→ Your goal: Show all lines of the entries in which the word "Alboreto" is found.

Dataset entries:
-.-.-
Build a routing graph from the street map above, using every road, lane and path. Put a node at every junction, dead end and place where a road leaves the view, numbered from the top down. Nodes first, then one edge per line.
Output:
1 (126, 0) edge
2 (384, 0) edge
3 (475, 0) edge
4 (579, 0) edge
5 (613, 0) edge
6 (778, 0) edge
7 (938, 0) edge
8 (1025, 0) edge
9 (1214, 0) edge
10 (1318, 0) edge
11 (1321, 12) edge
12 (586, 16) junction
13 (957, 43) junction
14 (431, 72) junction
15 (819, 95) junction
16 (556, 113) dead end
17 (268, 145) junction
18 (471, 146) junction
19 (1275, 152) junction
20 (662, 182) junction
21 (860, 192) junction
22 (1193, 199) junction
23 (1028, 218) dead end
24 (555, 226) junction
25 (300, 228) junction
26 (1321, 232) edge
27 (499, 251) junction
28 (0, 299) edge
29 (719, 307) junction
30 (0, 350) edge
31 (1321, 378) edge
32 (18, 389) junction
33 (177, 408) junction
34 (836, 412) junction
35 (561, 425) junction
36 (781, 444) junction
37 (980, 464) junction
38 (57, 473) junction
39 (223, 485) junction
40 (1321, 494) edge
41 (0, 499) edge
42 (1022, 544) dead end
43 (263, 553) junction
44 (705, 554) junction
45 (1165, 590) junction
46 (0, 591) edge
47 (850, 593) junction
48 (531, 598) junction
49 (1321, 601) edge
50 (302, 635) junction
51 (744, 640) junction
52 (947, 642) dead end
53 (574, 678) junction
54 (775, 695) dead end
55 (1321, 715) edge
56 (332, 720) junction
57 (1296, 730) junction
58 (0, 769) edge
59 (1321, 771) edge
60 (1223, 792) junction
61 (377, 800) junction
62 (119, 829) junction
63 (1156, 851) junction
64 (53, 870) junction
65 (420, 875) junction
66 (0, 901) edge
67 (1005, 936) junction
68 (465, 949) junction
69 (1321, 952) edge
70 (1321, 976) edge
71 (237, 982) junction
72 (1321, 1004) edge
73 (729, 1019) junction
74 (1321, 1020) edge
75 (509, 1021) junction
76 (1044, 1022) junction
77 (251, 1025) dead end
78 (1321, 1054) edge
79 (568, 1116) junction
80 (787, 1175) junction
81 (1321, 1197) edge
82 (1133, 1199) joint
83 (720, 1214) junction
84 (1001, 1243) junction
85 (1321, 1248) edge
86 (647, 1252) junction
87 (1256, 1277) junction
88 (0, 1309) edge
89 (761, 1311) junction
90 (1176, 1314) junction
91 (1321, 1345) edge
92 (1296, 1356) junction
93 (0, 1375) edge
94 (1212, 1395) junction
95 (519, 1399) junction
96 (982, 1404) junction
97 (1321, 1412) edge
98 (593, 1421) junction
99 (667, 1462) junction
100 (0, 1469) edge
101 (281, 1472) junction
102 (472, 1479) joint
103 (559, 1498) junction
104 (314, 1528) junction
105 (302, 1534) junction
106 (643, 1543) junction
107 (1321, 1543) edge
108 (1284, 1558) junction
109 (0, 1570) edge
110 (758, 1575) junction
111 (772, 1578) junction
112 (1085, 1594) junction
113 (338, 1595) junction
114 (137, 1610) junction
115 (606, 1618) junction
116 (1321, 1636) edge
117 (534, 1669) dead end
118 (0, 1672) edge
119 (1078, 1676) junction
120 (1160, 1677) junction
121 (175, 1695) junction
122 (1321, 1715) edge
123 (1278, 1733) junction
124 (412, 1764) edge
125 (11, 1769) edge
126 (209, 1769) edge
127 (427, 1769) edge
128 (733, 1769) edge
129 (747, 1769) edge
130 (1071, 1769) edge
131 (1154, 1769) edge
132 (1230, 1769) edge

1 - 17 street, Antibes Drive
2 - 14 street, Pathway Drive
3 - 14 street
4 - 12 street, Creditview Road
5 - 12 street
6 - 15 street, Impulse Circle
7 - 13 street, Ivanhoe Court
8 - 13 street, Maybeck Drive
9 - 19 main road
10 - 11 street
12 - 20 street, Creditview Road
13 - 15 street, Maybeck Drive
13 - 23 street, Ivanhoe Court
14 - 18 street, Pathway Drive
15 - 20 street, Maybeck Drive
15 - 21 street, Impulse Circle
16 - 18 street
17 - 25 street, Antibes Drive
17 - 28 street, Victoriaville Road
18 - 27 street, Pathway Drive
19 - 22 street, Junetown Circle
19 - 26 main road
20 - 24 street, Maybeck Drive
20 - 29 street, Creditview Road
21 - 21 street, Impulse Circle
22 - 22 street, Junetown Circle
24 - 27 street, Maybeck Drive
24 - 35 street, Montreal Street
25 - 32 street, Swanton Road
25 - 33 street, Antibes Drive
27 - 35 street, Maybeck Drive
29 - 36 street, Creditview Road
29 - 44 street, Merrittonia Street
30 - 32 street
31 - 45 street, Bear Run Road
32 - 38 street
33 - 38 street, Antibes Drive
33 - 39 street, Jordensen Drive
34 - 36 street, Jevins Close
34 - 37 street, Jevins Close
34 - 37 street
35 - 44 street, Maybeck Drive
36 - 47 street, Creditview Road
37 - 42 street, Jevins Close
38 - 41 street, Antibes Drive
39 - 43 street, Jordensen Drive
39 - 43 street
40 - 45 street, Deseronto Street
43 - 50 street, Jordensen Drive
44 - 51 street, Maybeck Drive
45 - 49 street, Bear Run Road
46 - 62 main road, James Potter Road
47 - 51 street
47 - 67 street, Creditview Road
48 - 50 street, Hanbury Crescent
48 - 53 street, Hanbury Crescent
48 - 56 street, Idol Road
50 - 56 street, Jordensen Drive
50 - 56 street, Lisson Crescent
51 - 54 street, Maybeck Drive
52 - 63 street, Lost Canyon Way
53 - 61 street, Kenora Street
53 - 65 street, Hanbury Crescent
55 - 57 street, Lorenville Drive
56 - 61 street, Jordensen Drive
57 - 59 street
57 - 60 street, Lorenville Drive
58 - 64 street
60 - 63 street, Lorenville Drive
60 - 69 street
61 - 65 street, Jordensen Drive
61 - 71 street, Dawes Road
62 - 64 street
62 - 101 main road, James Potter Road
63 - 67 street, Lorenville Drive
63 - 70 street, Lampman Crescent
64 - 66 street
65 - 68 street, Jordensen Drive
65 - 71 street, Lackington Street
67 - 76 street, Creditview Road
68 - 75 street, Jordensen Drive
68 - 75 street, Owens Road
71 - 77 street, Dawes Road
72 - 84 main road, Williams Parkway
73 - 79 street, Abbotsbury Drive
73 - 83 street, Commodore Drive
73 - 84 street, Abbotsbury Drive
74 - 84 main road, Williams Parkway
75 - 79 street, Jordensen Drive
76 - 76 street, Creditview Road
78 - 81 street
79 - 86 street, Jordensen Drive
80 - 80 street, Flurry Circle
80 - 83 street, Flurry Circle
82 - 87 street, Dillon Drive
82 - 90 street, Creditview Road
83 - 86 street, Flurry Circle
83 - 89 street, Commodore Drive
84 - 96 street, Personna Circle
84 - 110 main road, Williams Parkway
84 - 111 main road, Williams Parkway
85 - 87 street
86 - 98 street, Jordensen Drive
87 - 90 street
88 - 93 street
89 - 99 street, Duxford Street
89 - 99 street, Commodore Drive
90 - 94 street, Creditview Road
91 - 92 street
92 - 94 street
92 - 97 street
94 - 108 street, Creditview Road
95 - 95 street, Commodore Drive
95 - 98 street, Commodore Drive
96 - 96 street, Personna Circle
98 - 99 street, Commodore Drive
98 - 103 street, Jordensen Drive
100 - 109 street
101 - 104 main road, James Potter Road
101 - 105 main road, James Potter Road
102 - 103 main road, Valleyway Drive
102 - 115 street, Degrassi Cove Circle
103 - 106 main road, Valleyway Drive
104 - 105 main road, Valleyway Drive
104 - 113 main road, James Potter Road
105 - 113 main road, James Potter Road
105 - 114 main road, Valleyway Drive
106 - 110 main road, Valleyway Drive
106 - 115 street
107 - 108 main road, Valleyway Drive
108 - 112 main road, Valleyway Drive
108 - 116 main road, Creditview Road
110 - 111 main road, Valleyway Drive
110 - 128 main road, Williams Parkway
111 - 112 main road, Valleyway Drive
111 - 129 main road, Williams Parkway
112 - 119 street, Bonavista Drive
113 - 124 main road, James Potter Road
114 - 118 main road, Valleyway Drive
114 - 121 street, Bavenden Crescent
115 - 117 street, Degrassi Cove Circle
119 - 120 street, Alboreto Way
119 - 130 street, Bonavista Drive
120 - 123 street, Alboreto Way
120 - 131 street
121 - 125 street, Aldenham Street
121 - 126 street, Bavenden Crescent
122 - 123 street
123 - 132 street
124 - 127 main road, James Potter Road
-.-.-
→ Exercise result:
119 - 120 street, Alboreto Way
120 - 123 street, Alboreto Way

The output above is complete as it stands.